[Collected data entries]

************

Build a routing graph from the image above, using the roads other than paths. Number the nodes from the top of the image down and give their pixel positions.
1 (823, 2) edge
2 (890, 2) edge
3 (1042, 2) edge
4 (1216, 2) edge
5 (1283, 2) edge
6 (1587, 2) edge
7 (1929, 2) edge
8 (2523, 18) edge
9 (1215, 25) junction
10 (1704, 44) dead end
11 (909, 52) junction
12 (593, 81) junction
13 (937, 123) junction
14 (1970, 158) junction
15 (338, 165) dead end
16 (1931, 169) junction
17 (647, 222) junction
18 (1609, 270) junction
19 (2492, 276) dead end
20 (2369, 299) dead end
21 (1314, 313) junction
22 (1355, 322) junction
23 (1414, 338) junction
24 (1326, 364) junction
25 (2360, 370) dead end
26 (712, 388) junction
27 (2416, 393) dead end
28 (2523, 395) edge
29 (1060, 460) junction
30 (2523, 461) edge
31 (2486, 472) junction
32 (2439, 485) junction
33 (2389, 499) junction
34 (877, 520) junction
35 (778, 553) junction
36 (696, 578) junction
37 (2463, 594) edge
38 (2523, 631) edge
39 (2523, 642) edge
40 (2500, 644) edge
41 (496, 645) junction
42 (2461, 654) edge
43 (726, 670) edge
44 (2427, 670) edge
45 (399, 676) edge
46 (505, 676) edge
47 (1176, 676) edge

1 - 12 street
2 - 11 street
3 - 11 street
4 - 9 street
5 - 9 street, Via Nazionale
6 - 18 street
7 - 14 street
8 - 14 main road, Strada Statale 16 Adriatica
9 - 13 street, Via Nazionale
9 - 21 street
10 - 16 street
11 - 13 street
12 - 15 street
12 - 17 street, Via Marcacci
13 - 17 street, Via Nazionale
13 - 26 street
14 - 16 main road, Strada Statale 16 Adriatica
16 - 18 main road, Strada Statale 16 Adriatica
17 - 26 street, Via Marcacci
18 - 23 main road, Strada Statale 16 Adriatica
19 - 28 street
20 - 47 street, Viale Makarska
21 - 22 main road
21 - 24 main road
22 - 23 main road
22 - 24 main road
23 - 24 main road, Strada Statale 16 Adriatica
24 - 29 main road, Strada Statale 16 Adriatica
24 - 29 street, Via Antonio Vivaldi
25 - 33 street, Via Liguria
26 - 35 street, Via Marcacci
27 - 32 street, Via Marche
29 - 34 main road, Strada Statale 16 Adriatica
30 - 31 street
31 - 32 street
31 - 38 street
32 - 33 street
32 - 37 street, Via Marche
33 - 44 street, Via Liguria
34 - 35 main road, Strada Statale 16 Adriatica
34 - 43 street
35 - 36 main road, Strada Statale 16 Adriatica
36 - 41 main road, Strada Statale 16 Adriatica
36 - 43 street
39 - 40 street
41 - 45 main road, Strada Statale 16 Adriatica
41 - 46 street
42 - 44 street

************

▸ **What this task involves**
Search the records above for the string "Marche" and copy each line that holds it.

▸ **Exercise output**
27 - 32 street, Via Marche
32 - 37 street, Via Marche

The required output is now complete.